Everything in the listing below except the pictures should be reproduced exactly.

◇ ◇ ◇ ◇ ◇

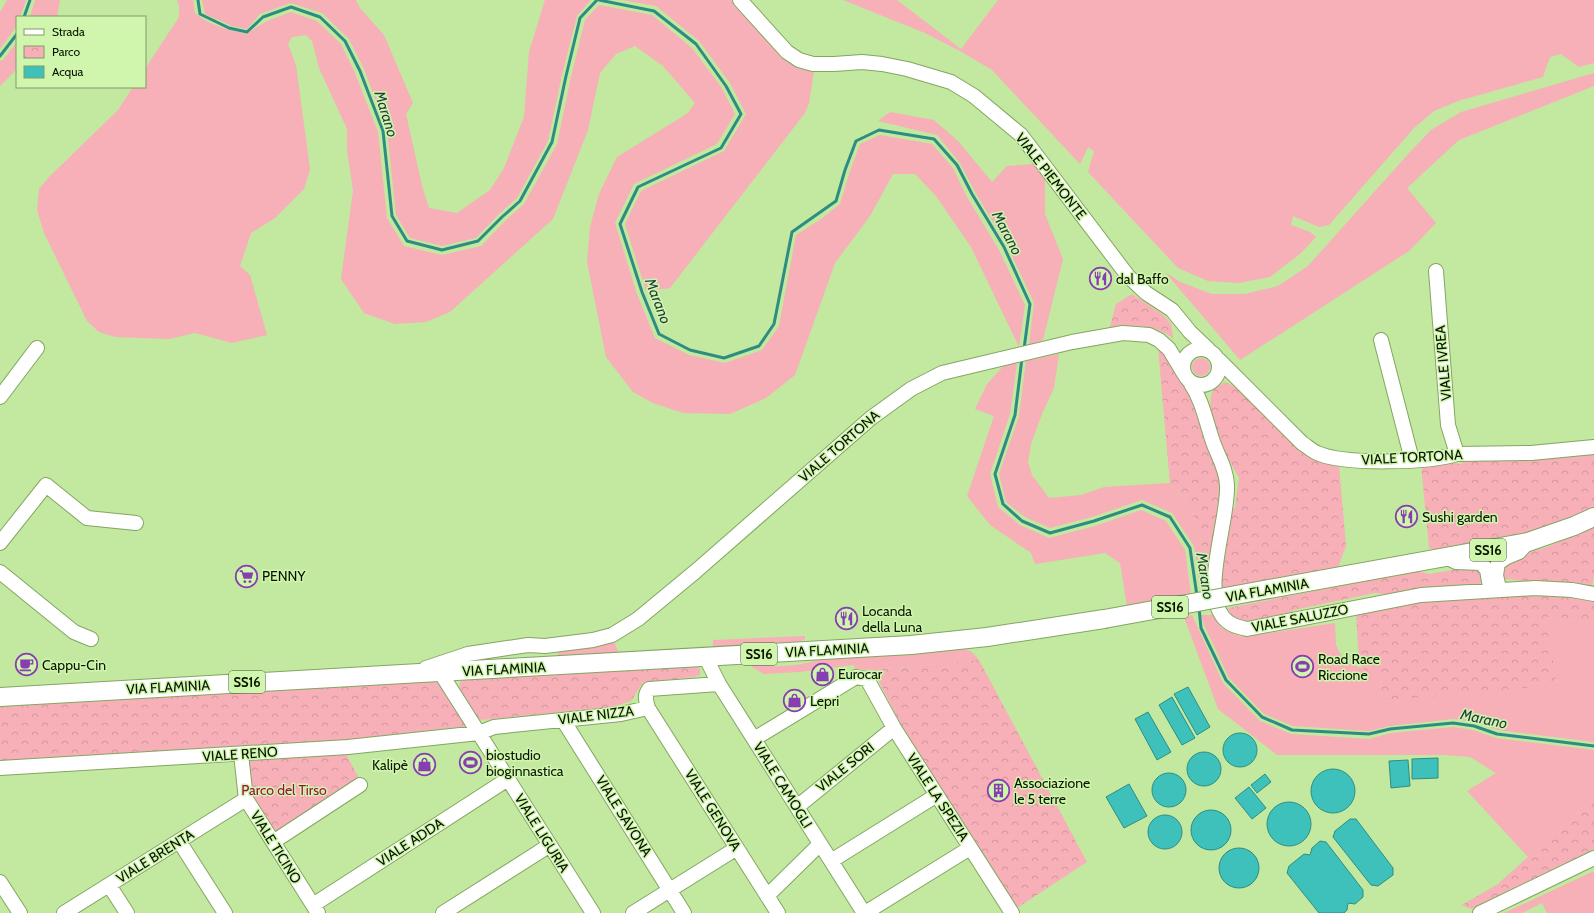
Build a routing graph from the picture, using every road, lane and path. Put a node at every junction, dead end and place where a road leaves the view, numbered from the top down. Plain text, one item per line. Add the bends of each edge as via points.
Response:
1 (740, 0) edge
2 (1436, 271) dead end
3 (1190, 332) junction
4 (1381, 340) dead end
5 (37, 348) dead end
6 (1169, 348) junction
7 (1208, 349) junction
8 (1190, 352) junction
9 (1218, 360) junction
10 (1187, 378) junction
11 (1237, 378) junction
12 (1213, 381) junction
13 (0, 397) edge
14 (1205, 416) junction
15 (1594, 447) edge
16 (1457, 454) junction
17 (1412, 460) junction
18 (1594, 517) edge
19 (136, 523) dead end
20 (1528, 542) junction
21 (0, 543) edge
22 (1448, 558) junction
23 (0, 572) edge
24 (1495, 589) junction
25 (1594, 594) edge
26 (90, 638) dead end
27 (545, 646) junction
28 (705, 656) junction
29 (534, 667) junction
30 (440, 672) junction
31 (412, 673) junction
32 (719, 684) junction
33 (0, 697) edge
34 (648, 708) junction
35 (563, 720) junction
36 (894, 728) junction
37 (479, 733) junction
38 (754, 739) junction
39 (241, 754) junction
40 (0, 768) edge
41 (508, 779) junction
42 (360, 785) dead end
43 (937, 795) junction
44 (246, 799) junction
45 (797, 806) junction
46 (179, 841) junction
47 (273, 842) junction
48 (820, 844) junction
49 (550, 846) junction
50 (737, 848) junction
51 (970, 848) junction
52 (1594, 858) edge
53 (831, 860) junction
54 (0, 882) edge
55 (109, 885) junction
56 (670, 890) junction
57 (767, 896) junction
58 (316, 909) edge
59 (1005, 911) edge
60 (20, 913) edge
61 (64, 913) edge
62 (127, 913) edge
63 (225, 913) edge
64 (443, 913) edge
65 (592, 913) edge
66 (633, 913) edge
67 (684, 913) edge
68 (778, 913) edge
69 (864, 913) edge
70 (1480, 913) edge

1 - 3 street, VIALE PIEMONTE via 786,52 799,60 813,64 862,62 888,65 951,82 974,96 1021,135 1128,276 1146,293 1172,310
2 - 16 street, VIALE IVREA via 1448,425
3 - 7 street, VIALE PIEMONTE
3 - 8 street
4 - 17 street
5 - 13 street
6 - 8 street, VIALE TORTONA
6 - 10 street, VIALE TORTONA
6 - 27 street, VIALE TORTONA via 1149,335 1123,333 1072,342 942,373 905,393 871,418 696,571 631,623 612,635
7 - 8 street
7 - 9 street
8 - 10 street via 1183,363
9 - 11 street, VIALE TORTONA
9 - 12 street via 1220,370
10 - 12 street via 1200,385
10 - 14 street, VIALE SALUZZO via 1198,395
11 - 12 street
11 - 17 street, VIALE TORTONA via 1302,443 1317,453 1348,460
12 - 14 street, VIALE SALUZZO
14 - 24 street, VIALE SALUZZO via 1225,470 1227,485 1214,580 1217,604 1222,617 1234,626 1247,629 1421,595
15 - 16 street, VIALE TORTONA via 1531,453
16 - 17 street, VIALE TORTONA via 1446,458
18 - 20 main road, VIA FLAMINIA / SS16
19 - 21 street via 87,518 46,485
20 - 22 main road, VIA FLAMINIA / SS16
20 - 24 street via 1519,552 1498,563
22 - 24 street via 1456,562 1481,563
22 - 28 main road, VIA FLAMINIA / SS16, bridge via 1104,619 987,637 911,645
23 - 26 street via 74,632
24 - 25 street, VIALE SALUZZO via 1535,588
27 - 29 street
27 - 31 street, VIALE TORTONA via 528,645 468,654
28 - 29 main road, VIA FLAMINIA / SS16
28 - 32 street, VIALE CAMOGLI
29 - 30 main road, VIA FLAMINIA / SS16
30 - 31 main road, VIA FLAMINIA / SS16
30 - 37 street, VIALE LIGURIA
31 - 33 main road, VIA FLAMINIA / SS16
32 - 34 street, VIALE NIZZA via 649,690 646,694
32 - 38 street, VIALE CAMOGLI
34 - 35 street, VIALE NIZZA via 621,714
34 - 50 street, VIALE GENOVA
35 - 37 street, VIALE NIZZA via 494,727
35 - 56 street, VIALE SAVONA
36 - 38 street, VIALE LA SPEZIA via 867,679 856,677
36 - 43 street, VIALE LA SPEZIA
36 - 45 street, VIALE SORI
37 - 39 street, VIALE RENO via 348,747
37 - 41 street, VIALE LIGURIA
38 - 45 street, VIALE CAMOGLI
39 - 40 street, VIALE RENO
39 - 44 street, VIALE TICINO
41 - 49 street, VIALE LIGURIA
41 - 58 street, VIALE ADDA
42 - 47 street
43 - 51 street, VIALE LA SPEZIA
43 - 53 street
44 - 46 street, VIALE BRENTA
44 - 47 street, VIALE TICINO
45 - 48 street, VIALE CAMOGLI
46 - 55 street, VIALE BRENTA
46 - 63 street
47 - 58 street, VIALE TICINO
48 - 53 street, VIALE CAMOGLI
48 - 57 street
49 - 64 street
49 - 65 street, VIALE LIGURIA
50 - 56 street
50 - 57 street, VIALE GENOVA
51 - 59 street, VIALE LA SPEZIA
51 - 69 street
52 - 70 street
53 - 69 street, VIALE CAMOGLI
54 - 60 street
55 - 61 street, VIALE BRENTA
55 - 62 street
56 - 66 street
56 - 67 street, VIALE SAVONA
57 - 68 street, VIALE GENOVA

◇ ◇ ◇ ◇ ◇

(ANSWER FOR THE TASK)
Build a routing graph from the picture, using every road, lane and path. Put a node at every junction, dead end and place where a road leaves the view, numbered from the top down. Plain text, one item per line. Add the bends of each edge as via points.
Response:
1 (740, 0) edge
2 (1436, 271) dead end
3 (1190, 332) junction
4 (1381, 340) dead end
5 (37, 348) dead end
6 (1169, 348) junction
7 (1208, 349) junction
8 (1190, 352) junction
9 (1218, 360) junction
10 (1187, 378) junction
11 (1237, 378) junction
12 (1213, 381) junction
13 (0, 397) edge
14 (1205, 416) junction
15 (1594, 447) edge
16 (1457, 454) junction
17 (1412, 460) junction
18 (1594, 517) edge
19 (136, 523) dead end
20 (1528, 542) junction
21 (0, 543) edge
22 (1448, 558) junction
23 (0, 572) edge
24 (1495, 589) junction
25 (1594, 594) edge
26 (90, 638) dead end
27 (545, 646) junction
28 (705, 656) junction
29 (534, 667) junction
30 (440, 672) junction
31 (412, 673) junction
32 (719, 684) junction
33 (0, 697) edge
34 (648, 708) junction
35 (563, 720) junction
36 (894, 728) junction
37 (479, 733) junction
38 (754, 739) junction
39 (241, 754) junction
40 (0, 768) edge
41 (508, 779) junction
42 (360, 785) dead end
43 (937, 795) junction
44 (246, 799) junction
45 (797, 806) junction
46 (179, 841) junction
47 (273, 842) junction
48 (820, 844) junction
49 (550, 846) junction
50 (737, 848) junction
51 (970, 848) junction
52 (1594, 858) edge
53 (831, 860) junction
54 (0, 882) edge
55 (109, 885) junction
56 (670, 890) junction
57 (767, 896) junction
58 (316, 909) edge
59 (1005, 911) edge
60 (20, 913) edge
61 (64, 913) edge
62 (127, 913) edge
63 (225, 913) edge
64 (443, 913) edge
65 (592, 913) edge
66 (633, 913) edge
67 (684, 913) edge
68 (778, 913) edge
69 (864, 913) edge
70 (1480, 913) edge

1 - 3 street, VIALE PIEMONTE via 786,52 799,60 813,64 862,62 888,65 951,82 974,96 1021,135 1128,276 1146,293 1172,310
2 - 16 street, VIALE IVREA via 1448,425
3 - 7 street, VIALE PIEMONTE
3 - 8 street
4 - 17 street
5 - 13 street
6 - 8 street, VIALE TORTONA
6 - 10 street, VIALE TORTONA
6 - 27 street, VIALE TORTONA via 1149,335 1123,333 1072,342 942,373 905,393 871,418 696,571 631,623 612,635
7 - 8 street
7 - 9 street
8 - 10 street via 1183,363
9 - 11 street, VIALE TORTONA
9 - 12 street via 1220,370
10 - 12 street via 1200,385
10 - 14 street, VIALE SALUZZO via 1198,395
11 - 12 street
11 - 17 street, VIALE TORTONA via 1302,443 1317,453 1348,460
12 - 14 street, VIALE SALUZZO
14 - 24 street, VIALE SALUZZO via 1225,470 1227,485 1214,580 1217,604 1222,617 1234,626 1247,629 1421,595
15 - 16 street, VIALE TORTONA via 1531,453
16 - 17 street, VIALE TORTONA via 1446,458
18 - 20 main road, VIA FLAMINIA / SS16
19 - 21 street via 87,518 46,485
20 - 22 main road, VIA FLAMINIA / SS16
20 - 24 street via 1519,552 1498,563
22 - 24 street via 1456,562 1481,563
22 - 28 main road, VIA FLAMINIA / SS16, bridge via 1104,619 987,637 911,645
23 - 26 street via 74,632
24 - 25 street, VIALE SALUZZO via 1535,588
27 - 29 street
27 - 31 street, VIALE TORTONA via 528,645 468,654
28 - 29 main road, VIA FLAMINIA / SS16
28 - 32 street, VIALE CAMOGLI
29 - 30 main road, VIA FLAMINIA / SS16
30 - 31 main road, VIA FLAMINIA / SS16
30 - 37 street, VIALE LIGURIA
31 - 33 main road, VIA FLAMINIA / SS16
32 - 34 street, VIALE NIZZA via 649,690 646,694
32 - 38 street, VIALE CAMOGLI
34 - 35 street, VIALE NIZZA via 621,714
34 - 50 street, VIALE GENOVA
35 - 37 street, VIALE NIZZA via 494,727
35 - 56 street, VIALE SAVONA
36 - 38 street, VIALE LA SPEZIA via 867,679 856,677
36 - 43 street, VIALE LA SPEZIA
36 - 45 street, VIALE SORI
37 - 39 street, VIALE RENO via 348,747
37 - 41 street, VIALE LIGURIA
38 - 45 street, VIALE CAMOGLI
39 - 40 street, VIALE RENO
39 - 44 street, VIALE TICINO
41 - 49 street, VIALE LIGURIA
41 - 58 street, VIALE ADDA
42 - 47 street
43 - 51 street, VIALE LA SPEZIA
43 - 53 street
44 - 46 street, VIALE BRENTA
44 - 47 street, VIALE TICINO
45 - 48 street, VIALE CAMOGLI
46 - 55 street, VIALE BRENTA
46 - 63 street
47 - 58 street, VIALE TICINO
48 - 53 street, VIALE CAMOGLI
48 - 57 street
49 - 64 street
49 - 65 street, VIALE LIGURIA
50 - 56 street
50 - 57 street, VIALE GENOVA
51 - 59 street, VIALE LA SPEZIA
51 - 69 street
52 - 70 street
53 - 69 street, VIALE CAMOGLI
54 - 60 street
55 - 61 street, VIALE BRENTA
55 - 62 street
56 - 66 street
56 - 67 street, VIALE SAVONA
57 - 68 street, VIALE GENOVA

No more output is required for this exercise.